Judge Kerala High Court
- In office 5 October 2016 – 26 October 2019
- Nominated by: T. S. Thakur
- Appointed by: Pranab Mukherjee

Personal details
- Born: 26 October 1957 (age 68) Kanjirappally, Kottayam
- Citizenship: Indian
- Education: St. Berchmans College
- Website: High Court of Kerala

= A. M. Babu =

Indian judge

Aettupanku Mohammedkhan Babu (born 26 October 1957) is a retired judge of the Kerala High Court. The High Court of Kerala is the highest court in the Indian state of Kerala and in the Union Territory of Lakshadweep. It is headquartered at Ernakulam, Kochi

==Early life and education==
Babu was born at Kanjirappally, Kottayam, Kerala in 1957. Completed his schooling from St.Thomas High School, Keezhillam. Graduated from St.

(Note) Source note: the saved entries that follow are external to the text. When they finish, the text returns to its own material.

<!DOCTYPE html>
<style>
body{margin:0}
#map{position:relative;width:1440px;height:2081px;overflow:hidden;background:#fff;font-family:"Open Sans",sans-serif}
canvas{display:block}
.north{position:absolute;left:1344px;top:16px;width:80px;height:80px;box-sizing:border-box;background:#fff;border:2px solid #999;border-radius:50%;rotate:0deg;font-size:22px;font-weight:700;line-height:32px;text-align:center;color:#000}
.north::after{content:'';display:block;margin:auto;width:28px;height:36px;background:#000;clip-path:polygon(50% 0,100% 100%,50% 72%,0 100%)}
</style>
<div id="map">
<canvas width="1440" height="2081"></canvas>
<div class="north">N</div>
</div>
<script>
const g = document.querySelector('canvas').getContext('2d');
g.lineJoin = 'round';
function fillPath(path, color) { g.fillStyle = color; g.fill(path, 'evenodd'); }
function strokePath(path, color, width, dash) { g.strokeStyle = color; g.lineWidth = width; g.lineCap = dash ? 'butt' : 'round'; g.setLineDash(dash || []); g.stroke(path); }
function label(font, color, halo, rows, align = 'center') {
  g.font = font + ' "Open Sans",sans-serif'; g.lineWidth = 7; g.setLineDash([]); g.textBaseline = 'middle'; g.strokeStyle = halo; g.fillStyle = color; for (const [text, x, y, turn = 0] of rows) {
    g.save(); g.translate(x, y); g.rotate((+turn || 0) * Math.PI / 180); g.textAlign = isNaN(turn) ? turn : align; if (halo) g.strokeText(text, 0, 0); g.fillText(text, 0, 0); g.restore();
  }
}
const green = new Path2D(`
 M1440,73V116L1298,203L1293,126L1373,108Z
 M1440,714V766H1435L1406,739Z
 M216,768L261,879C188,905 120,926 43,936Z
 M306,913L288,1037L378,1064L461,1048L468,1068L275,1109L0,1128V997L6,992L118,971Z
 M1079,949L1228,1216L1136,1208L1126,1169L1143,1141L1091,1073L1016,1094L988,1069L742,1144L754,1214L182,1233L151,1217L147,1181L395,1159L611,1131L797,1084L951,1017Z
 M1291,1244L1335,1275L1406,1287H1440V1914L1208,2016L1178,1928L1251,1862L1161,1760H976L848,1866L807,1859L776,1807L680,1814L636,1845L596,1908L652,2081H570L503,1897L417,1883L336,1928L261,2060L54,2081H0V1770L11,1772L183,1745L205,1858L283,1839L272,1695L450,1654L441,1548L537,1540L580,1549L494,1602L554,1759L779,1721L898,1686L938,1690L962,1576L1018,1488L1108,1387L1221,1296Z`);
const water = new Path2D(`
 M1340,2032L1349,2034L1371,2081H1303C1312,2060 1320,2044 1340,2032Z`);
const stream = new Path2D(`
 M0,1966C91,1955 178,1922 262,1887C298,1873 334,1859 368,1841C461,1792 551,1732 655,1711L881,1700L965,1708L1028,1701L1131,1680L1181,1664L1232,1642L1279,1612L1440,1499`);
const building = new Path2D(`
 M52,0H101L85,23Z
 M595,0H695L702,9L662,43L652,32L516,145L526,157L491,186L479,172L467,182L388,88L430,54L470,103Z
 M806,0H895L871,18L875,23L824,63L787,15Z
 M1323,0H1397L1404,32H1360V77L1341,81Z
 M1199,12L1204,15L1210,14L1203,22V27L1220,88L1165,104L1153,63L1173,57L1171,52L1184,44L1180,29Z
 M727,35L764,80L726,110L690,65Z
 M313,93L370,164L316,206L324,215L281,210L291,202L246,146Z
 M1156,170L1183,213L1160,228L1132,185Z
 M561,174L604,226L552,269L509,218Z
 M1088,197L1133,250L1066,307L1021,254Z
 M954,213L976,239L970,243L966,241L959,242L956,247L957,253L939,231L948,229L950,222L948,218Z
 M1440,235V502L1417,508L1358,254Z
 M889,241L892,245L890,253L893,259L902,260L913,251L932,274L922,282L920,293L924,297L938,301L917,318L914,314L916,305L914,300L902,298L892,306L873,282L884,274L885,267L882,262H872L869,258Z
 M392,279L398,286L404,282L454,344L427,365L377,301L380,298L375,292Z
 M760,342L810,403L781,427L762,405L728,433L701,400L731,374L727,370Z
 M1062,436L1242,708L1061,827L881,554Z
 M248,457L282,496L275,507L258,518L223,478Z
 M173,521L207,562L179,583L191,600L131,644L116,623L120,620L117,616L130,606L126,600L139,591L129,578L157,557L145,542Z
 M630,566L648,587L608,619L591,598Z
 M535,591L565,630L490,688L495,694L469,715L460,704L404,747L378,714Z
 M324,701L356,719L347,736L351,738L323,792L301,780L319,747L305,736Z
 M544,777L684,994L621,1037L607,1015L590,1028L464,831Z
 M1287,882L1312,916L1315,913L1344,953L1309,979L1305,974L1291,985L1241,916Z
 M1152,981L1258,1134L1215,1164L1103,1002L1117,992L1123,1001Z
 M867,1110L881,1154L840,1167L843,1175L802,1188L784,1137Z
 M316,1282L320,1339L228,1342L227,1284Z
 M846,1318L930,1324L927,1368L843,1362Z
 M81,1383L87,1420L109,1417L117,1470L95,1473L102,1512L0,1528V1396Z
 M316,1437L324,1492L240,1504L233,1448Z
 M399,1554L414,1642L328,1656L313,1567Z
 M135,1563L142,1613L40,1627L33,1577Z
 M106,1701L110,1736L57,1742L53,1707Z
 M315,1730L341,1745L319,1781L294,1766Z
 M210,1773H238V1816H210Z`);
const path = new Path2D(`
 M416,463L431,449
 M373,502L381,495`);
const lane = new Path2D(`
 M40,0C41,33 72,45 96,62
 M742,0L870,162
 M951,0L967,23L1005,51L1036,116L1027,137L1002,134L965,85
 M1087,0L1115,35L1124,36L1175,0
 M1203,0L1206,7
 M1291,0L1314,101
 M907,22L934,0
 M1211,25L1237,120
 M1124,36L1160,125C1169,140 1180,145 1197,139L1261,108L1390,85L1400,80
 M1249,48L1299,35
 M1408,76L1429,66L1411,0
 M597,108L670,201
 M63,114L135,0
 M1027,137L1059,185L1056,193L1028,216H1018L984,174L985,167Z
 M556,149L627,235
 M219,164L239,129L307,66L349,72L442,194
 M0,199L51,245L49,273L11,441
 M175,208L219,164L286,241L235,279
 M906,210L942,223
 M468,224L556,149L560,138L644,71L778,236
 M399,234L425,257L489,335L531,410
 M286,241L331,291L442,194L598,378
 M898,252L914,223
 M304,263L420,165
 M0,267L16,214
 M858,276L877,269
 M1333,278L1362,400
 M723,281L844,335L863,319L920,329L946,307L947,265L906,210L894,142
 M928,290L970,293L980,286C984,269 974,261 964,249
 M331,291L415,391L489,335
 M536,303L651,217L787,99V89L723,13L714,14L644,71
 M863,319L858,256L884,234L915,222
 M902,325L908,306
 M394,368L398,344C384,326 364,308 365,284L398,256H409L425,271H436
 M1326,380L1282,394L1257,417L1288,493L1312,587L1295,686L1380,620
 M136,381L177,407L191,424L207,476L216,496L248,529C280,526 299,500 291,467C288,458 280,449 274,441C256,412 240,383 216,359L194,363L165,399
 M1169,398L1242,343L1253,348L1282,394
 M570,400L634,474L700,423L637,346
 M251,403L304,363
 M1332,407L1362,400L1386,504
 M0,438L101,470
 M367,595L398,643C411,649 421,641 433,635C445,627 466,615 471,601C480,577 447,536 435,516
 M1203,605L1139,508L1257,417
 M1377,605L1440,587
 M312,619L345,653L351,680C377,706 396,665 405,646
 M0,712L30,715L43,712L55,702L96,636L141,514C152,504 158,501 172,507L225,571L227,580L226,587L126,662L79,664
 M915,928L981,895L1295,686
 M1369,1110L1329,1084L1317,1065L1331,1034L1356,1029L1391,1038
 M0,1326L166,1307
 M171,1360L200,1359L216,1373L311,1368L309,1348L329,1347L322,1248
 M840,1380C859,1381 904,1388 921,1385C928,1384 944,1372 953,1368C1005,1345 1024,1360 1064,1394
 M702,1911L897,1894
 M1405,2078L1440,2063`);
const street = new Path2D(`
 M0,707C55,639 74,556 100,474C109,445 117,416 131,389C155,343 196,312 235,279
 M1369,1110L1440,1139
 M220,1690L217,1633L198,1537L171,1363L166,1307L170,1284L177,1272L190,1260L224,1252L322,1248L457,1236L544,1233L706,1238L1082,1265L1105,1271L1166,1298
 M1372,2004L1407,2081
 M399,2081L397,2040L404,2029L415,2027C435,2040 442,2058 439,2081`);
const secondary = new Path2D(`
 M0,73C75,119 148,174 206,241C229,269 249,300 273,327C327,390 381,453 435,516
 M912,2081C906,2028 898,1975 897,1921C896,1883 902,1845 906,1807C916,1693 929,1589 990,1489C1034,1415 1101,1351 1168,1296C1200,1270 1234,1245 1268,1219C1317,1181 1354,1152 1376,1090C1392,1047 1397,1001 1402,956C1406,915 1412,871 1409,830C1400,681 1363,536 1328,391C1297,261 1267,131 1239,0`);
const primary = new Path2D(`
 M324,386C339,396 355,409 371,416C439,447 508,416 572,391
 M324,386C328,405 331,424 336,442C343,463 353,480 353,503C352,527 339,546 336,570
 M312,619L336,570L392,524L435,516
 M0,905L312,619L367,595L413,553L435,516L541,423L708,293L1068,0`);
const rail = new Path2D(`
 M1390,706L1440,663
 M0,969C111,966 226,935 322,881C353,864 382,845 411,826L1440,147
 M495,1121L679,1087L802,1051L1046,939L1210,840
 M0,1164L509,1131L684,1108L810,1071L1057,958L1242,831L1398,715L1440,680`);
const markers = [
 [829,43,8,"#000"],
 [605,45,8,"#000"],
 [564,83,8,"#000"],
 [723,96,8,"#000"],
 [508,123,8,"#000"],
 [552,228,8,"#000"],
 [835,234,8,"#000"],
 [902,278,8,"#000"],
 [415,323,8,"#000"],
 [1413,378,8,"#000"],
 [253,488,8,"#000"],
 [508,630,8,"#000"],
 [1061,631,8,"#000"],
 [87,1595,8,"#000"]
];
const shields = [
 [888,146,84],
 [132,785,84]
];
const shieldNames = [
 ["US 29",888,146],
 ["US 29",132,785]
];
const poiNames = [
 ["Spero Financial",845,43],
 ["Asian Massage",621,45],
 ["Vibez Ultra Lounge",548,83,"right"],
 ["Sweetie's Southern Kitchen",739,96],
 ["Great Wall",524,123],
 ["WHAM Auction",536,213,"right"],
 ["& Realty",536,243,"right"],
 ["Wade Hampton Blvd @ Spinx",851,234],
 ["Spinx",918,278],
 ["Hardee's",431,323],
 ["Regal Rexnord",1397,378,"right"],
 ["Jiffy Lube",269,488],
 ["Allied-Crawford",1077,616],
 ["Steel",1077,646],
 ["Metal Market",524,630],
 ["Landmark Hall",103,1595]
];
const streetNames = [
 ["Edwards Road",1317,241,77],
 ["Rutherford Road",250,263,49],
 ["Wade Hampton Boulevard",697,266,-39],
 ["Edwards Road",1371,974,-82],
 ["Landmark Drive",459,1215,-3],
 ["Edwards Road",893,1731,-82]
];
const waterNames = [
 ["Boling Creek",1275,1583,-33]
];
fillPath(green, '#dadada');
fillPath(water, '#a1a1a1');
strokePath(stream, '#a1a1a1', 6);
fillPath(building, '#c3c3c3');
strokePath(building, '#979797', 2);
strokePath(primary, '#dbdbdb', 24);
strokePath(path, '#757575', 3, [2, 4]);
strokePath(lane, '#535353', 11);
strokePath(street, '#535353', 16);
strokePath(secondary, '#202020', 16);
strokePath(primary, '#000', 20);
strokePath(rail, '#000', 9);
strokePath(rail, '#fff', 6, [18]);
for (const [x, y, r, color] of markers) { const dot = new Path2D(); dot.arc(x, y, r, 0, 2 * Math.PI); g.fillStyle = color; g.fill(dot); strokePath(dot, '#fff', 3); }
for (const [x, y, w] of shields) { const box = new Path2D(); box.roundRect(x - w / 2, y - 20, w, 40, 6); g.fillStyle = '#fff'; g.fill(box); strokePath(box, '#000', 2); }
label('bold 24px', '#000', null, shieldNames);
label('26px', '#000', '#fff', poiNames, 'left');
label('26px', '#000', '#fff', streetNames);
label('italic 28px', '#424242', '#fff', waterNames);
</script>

Berchmans College, Changanassery and obtained a law degree from Udupi Law College, Udupi.

==Career==
Babu enrolled as an Advocate in 1981. He joined Kerala Judicial Service as Munsiff in 1989, promoted as Sub-Judge in 1992 and as District Judge in 2002. Babu appointed as served as Additional Director, Kerala Judicial Academy, Kochi in 2010 and as Director on 12.04.2012. On 5 October 2016 he was appointed as additional judge of Kerala High Court, became permanent from 16 March 2018 and demitted his office upon attaining age of superannuation on 26 October 2019.